1. The problem statement, all variables and given/known data
A pilot is attempting to deliver emergency food and first-aid supplies to an isolated northern community that has suffered severe flooding. The plane has a horizontal velocity of 1.4 10^2 km/h as it flies at an altitude of 1.80 m x 10^2. The community is situated on a dry patch of land that is about 72m x 72m.

a) If the supplies are released just as the plane flies directly overhead, will they touch down on land or in the water? Justify your response with calculations that show exactly where the package will land.

b) When should the supplies be released so that they touch down very close to the centre of the dry patch of land? Answer in terms of distance from the target, not time.

2. Relevant equations
$\Delta \vec d_v = \frac 1 2 \vec a \Delta t^2$

$\Delta \vec d_h = \vec v_h \Delta t$

3. The attempt at a solution

Plane is flying at 1.4 x 10^2 km/h = 140 km/h or 38.8 m/s (140km/h x 1000m /3600s)

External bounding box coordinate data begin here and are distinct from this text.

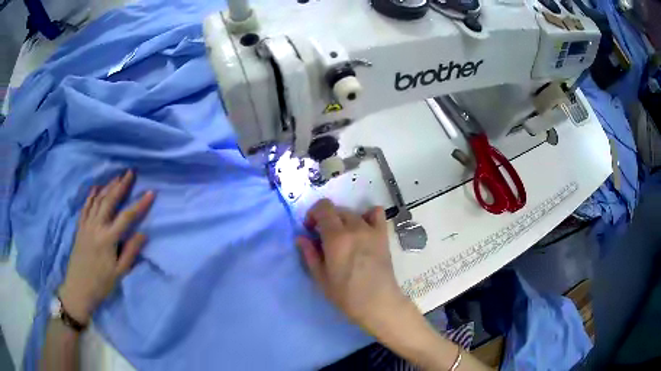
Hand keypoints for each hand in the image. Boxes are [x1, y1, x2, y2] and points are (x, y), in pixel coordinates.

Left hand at [59, 170, 154, 323]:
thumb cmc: (101, 284)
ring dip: (107, 186)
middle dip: (121, 185)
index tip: (151, 192)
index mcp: (108, 239)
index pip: (127, 217)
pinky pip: (85, 207)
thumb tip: (144, 234)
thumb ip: (131, 252)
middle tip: (130, 172)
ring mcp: (86, 225)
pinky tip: (96, 187)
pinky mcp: (80, 228)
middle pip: (109, 201)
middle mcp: (96, 227)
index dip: (140, 204)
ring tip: (116, 176)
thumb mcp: (120, 273)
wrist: (78, 289)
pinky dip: (91, 195)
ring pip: (97, 200)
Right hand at [296, 199, 408, 332]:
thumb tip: (301, 237)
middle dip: (326, 219)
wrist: (378, 303)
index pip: (323, 207)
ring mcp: (371, 230)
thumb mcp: (321, 278)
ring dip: (343, 220)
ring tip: (344, 237)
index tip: (311, 230)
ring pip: (353, 212)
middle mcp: (354, 227)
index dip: (313, 214)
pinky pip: (377, 213)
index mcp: (336, 237)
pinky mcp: (383, 235)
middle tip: (324, 238)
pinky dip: (368, 215)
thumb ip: (310, 254)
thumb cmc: (346, 295)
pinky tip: (363, 229)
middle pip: (336, 210)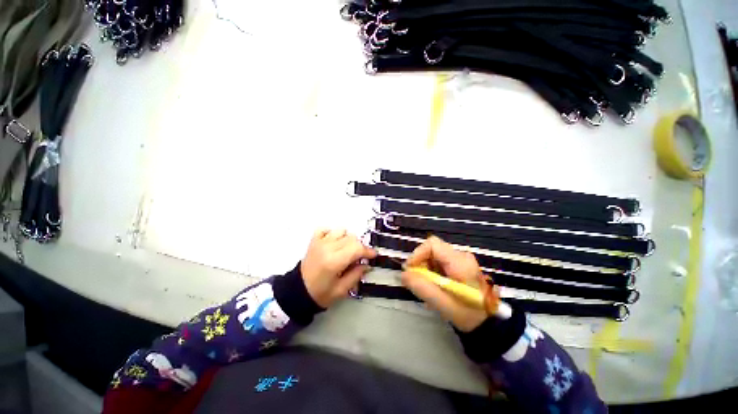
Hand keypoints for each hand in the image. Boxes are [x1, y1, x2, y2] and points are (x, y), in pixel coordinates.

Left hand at [301, 229, 376, 307]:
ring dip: (347, 239)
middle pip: (351, 238)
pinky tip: (334, 243)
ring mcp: (320, 242)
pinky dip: (333, 233)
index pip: (356, 248)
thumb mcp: (342, 290)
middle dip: (359, 247)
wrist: (298, 291)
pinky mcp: (314, 240)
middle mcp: (327, 247)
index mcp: (334, 261)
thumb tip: (367, 264)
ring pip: (342, 231)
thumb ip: (356, 275)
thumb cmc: (320, 293)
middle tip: (359, 257)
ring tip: (346, 250)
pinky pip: (326, 229)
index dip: (367, 251)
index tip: (373, 255)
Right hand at [401, 236, 487, 331]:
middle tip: (416, 280)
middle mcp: (461, 256)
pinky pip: (438, 263)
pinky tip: (433, 286)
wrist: (488, 324)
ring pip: (434, 256)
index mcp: (459, 262)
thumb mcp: (442, 303)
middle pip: (432, 250)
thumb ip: (422, 287)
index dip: (418, 253)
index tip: (410, 269)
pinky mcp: (459, 266)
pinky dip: (431, 272)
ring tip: (426, 286)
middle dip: (420, 263)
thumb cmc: (468, 314)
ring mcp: (461, 260)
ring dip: (425, 269)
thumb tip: (403, 274)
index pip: (433, 244)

Altitude is 1.8 x 10^2 meters = 180 meters.

How long until it hits the ground

$\Delta \vec d_v = \frac 1 2 \vec a \Delta t^2$

$180m [down] = \frac 1 2 (-9.8 m/s^2 [down]) (\Delta t^2 \\ \Delta t = {\sqrt {\frac {180m} {4.9 m/s^2}}} \\ \Delta t = 6.1 seconds$

Horizontal distance travelled

$\Delta \vec d_h = (38.8m/s [fwd]) (6.1s) \\ ≈ 237 m$

Where's it gonna hit?

72m x 72m = 5184 m

So if released directly overhead that's half-way

5184/2 = 2592 m

So it's going to drift another 237m [forward] therefore it will land at 2592 + 237 = 2829m

b) To release it so it hits dead centre, release at 2592 - 237 or at the 2355th meter.

Critique, feedback, and/or verbal abuse welcomed.

2. Apr 18, 2017

Staff: Mentor

What is this calculation? 72m x 72m would give an area in square meters. The plot of land is a square that is 72 m on each side.

3. Apr 18, 2017

Catchingupquickly

Ah, yes... I see.

Ok, Plan B

Supplies will fall for 237m and need to hit the half way point of 72m area.

72/2 = 36m

237m - 36m = 201m

The plane should release the supplies 201 meters away from the target area to land in the middle.

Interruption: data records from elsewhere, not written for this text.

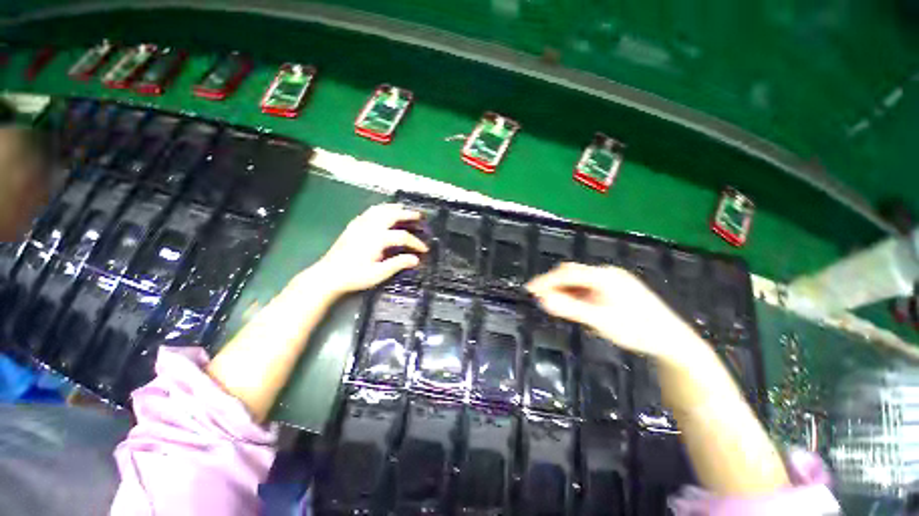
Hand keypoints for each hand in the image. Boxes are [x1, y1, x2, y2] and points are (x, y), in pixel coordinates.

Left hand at [308, 203, 427, 296]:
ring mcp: (360, 224)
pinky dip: (381, 209)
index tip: (424, 249)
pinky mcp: (353, 226)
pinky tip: (383, 212)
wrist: (328, 275)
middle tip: (419, 215)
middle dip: (408, 214)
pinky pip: (369, 212)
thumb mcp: (379, 274)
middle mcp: (370, 227)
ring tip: (404, 209)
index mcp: (377, 239)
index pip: (403, 236)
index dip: (416, 242)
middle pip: (393, 215)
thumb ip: (398, 264)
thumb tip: (416, 259)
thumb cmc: (354, 276)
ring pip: (380, 209)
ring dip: (394, 208)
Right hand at [526, 262, 697, 365]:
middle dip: (554, 283)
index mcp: (603, 276)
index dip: (546, 280)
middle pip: (573, 273)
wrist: (672, 341)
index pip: (567, 273)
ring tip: (553, 302)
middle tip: (539, 296)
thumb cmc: (636, 330)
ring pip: (580, 280)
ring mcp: (613, 280)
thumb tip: (543, 300)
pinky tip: (574, 304)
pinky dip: (576, 293)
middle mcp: (607, 273)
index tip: (529, 289)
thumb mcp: (599, 320)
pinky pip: (589, 287)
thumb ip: (570, 309)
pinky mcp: (616, 289)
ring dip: (564, 289)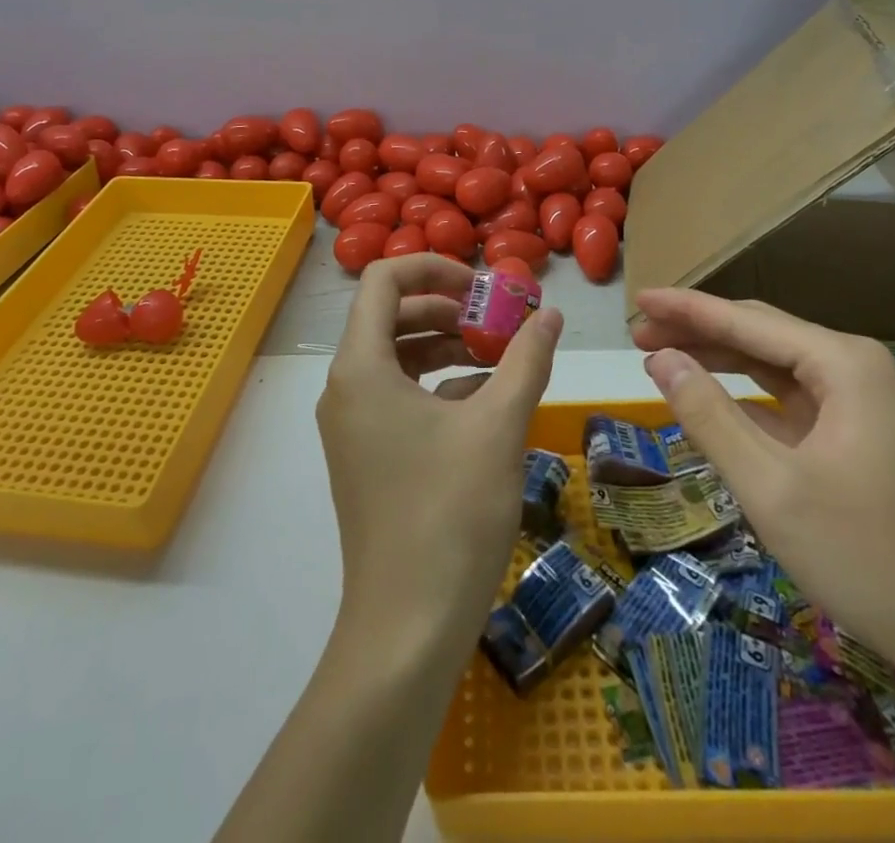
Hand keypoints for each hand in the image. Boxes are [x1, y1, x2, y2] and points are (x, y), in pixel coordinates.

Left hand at [318, 255, 563, 658]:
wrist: (406, 628)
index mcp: (361, 367)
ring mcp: (351, 425)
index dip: (434, 267)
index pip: (384, 279)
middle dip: (448, 310)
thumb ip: (525, 359)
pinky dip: (439, 386)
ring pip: (397, 358)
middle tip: (499, 321)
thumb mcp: (498, 426)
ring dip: (447, 347)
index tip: (483, 286)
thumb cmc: (449, 514)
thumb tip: (549, 313)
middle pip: (392, 316)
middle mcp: (345, 387)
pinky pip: (398, 396)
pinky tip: (485, 402)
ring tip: (501, 357)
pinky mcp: (365, 455)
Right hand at [632, 288, 894, 686]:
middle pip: (761, 334)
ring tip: (663, 358)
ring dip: (719, 359)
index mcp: (843, 365)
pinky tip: (715, 400)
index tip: (635, 301)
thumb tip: (660, 359)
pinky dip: (748, 394)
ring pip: (775, 364)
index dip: (686, 308)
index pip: (746, 321)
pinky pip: (792, 397)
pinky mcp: (861, 435)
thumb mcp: (771, 487)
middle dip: (698, 330)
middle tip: (638, 335)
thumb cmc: (867, 557)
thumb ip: (709, 414)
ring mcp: (863, 403)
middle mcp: (856, 368)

Or am I still sniffing glue?

4. Apr 18, 2017

Staff: Mentor

That's about right. The "1" is probably unjustified precision; What's the number of significant figures you can claim from your given data?

You should keep a few more decimal places in intermediate values in your calculations, and don't round anything until the end. Otherwise you'll find that rounding and truncation errors will creep into your significant figures when there's more than just one or two calculation steps.

5. Apr 18, 2017

Catchingupquickly

Thank you for the feedback. The textbook uses the first decimal point in its answers. It's been rounding figures at each step in its examples all the way through so far. So I've been mostly following its example.

6. Apr 18, 2017

Staff: Mentor

Hmph. Not a great example for a textbook to set

7. Apr 18, 2017

Catchingupquickly

Yeah, it's been rough for a beginning physics student such as myself so far. Most of the lessons have been straightforward, but some of the examples have been explained poorly and some steps have been skipped for brevity. And it only gives one example and asks 1-2 practice questions with answers before it asks a question for submission that is related but may have a twist. And now this significant figures flap... well, thank you for the very useful advice.